• [Aim of the exercise]
Each line that includes "where" must be copied from the records.

------

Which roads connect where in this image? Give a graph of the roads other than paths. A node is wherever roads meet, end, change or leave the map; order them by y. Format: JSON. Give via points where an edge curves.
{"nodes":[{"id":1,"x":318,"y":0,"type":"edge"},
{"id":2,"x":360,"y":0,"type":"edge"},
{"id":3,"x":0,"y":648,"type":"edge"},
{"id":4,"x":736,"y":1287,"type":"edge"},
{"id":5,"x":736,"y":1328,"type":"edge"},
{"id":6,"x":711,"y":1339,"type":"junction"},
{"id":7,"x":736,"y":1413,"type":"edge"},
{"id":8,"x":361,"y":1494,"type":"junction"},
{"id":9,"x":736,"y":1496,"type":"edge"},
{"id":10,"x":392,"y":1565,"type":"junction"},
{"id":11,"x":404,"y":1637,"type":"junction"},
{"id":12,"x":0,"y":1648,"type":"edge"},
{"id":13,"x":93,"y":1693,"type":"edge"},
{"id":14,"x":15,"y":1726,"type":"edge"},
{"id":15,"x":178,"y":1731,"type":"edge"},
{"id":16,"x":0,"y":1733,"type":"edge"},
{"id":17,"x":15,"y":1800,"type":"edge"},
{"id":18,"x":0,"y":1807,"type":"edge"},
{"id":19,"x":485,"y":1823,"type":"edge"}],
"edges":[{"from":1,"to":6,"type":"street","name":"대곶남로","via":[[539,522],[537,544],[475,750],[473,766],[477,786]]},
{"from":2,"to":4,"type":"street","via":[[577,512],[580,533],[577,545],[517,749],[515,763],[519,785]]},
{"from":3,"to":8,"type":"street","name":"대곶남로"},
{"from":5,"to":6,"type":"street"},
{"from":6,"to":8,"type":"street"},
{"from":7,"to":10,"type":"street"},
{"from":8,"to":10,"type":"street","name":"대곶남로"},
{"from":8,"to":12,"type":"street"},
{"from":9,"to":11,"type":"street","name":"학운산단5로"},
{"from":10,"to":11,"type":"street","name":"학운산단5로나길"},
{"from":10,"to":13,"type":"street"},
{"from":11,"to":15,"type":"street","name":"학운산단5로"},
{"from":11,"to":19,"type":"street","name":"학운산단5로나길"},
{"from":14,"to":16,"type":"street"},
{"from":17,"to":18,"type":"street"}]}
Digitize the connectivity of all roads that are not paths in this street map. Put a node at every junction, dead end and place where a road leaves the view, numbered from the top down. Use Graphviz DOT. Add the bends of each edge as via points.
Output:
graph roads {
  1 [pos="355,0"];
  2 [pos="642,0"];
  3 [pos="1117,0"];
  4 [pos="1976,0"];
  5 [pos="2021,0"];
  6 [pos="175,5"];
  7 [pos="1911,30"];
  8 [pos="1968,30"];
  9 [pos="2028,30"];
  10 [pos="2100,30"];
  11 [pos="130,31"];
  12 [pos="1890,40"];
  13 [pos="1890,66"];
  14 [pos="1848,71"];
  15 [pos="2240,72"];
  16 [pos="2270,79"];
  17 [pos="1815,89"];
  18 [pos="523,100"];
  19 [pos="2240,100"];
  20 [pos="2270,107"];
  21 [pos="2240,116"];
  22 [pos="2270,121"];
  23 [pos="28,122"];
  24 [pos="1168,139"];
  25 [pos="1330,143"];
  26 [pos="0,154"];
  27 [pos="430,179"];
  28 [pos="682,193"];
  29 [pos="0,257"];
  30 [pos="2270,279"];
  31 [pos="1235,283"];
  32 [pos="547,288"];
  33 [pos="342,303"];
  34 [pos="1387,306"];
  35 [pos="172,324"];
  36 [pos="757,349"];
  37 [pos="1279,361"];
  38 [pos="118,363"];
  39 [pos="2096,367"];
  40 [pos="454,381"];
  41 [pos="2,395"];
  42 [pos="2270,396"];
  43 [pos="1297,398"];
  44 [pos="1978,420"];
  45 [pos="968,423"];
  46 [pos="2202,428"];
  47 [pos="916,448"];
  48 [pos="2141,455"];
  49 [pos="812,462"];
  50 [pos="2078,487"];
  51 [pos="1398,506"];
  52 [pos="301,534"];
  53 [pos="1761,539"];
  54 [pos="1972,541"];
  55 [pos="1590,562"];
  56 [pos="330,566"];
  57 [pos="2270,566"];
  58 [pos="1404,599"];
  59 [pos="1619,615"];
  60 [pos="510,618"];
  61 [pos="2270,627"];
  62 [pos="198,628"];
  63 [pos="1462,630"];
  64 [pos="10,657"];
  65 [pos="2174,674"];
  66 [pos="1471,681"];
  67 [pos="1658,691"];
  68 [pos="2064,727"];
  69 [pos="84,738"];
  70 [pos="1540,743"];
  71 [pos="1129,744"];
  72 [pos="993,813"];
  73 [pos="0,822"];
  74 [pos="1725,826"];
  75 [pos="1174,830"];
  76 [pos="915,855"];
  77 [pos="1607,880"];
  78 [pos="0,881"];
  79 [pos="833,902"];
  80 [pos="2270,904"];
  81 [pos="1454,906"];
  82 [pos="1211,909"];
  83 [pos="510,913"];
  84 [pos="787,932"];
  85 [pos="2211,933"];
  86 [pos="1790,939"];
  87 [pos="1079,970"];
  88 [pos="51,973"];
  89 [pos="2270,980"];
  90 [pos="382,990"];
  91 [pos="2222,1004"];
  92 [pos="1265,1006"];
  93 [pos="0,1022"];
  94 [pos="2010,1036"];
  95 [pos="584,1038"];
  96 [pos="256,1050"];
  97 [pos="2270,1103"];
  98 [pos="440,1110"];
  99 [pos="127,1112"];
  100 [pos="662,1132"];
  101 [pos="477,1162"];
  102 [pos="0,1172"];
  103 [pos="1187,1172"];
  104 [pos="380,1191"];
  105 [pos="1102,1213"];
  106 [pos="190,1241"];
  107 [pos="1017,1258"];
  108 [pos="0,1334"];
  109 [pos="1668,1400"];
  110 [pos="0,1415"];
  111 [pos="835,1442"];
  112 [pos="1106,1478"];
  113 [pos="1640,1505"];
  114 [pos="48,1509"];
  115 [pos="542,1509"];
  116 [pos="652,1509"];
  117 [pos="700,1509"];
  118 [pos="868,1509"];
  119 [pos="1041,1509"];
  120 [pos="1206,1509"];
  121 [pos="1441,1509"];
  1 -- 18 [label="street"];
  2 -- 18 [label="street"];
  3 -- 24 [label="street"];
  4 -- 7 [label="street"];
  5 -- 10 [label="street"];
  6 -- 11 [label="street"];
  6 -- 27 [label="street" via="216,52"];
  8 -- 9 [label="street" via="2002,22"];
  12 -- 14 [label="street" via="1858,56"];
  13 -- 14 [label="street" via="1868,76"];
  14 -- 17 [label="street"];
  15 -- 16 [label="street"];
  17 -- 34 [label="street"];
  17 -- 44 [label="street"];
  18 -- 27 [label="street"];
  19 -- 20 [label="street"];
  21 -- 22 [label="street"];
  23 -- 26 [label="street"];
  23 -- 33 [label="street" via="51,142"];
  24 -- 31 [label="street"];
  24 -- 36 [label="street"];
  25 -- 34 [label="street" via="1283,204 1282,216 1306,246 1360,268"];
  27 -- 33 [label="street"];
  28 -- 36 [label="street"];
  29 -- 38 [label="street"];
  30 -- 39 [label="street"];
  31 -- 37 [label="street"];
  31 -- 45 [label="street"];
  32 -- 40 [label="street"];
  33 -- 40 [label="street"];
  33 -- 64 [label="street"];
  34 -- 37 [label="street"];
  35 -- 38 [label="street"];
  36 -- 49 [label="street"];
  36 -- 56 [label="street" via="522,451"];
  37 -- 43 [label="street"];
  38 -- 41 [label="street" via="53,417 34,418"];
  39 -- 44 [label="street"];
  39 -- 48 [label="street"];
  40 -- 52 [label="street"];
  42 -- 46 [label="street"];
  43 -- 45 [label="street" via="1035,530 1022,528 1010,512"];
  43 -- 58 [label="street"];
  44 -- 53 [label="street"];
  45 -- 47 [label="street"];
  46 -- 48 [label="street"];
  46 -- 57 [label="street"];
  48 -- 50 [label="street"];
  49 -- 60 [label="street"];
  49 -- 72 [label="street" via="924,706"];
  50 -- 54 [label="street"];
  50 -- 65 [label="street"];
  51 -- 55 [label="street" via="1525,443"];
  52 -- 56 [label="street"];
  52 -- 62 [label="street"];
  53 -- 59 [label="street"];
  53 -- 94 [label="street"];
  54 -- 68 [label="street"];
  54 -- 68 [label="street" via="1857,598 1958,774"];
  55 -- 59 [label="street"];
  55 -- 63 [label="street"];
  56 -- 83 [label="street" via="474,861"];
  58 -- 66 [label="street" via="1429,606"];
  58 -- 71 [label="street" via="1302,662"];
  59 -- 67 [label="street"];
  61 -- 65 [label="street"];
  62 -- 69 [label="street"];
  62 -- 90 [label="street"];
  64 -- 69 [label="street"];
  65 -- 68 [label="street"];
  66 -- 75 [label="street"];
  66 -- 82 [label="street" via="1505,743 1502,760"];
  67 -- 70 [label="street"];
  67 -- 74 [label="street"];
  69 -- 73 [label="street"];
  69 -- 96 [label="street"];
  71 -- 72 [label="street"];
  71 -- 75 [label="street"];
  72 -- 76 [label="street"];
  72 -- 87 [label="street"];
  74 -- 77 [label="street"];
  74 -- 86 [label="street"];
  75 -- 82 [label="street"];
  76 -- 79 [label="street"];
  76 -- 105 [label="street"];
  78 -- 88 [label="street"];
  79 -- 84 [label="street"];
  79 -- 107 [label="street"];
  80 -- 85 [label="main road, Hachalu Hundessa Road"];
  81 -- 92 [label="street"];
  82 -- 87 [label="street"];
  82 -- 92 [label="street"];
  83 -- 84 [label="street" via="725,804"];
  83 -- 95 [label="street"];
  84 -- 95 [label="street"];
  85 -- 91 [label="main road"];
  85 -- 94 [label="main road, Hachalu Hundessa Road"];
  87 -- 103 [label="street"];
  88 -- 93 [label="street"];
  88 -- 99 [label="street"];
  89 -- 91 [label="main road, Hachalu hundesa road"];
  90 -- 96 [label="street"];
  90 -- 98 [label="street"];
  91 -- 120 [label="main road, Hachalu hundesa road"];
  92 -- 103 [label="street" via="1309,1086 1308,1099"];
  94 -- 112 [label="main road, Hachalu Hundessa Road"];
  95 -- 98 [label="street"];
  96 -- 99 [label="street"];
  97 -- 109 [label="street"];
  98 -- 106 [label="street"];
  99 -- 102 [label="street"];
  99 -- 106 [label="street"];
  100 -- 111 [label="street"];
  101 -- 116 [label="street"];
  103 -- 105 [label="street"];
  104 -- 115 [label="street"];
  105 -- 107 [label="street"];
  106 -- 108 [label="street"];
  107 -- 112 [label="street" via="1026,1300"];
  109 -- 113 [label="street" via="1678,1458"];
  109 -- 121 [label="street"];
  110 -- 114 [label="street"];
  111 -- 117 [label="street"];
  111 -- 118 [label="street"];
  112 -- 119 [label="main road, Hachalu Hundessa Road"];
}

------

• [The completed task]
Which roads connect where in this image? Give a graph of the roads other than paths. A node is wherever roads meet, end, change or leave the map; order them by y. Format: JSON. Give via points where an edge curves.
Digitize the connectivity of all roads that are not paths in this street map. Put a node at every junction, dead end and place where a road leaves the view, numbered from the top down. Use Graphviz DOT. Add the bends of each edge as via points.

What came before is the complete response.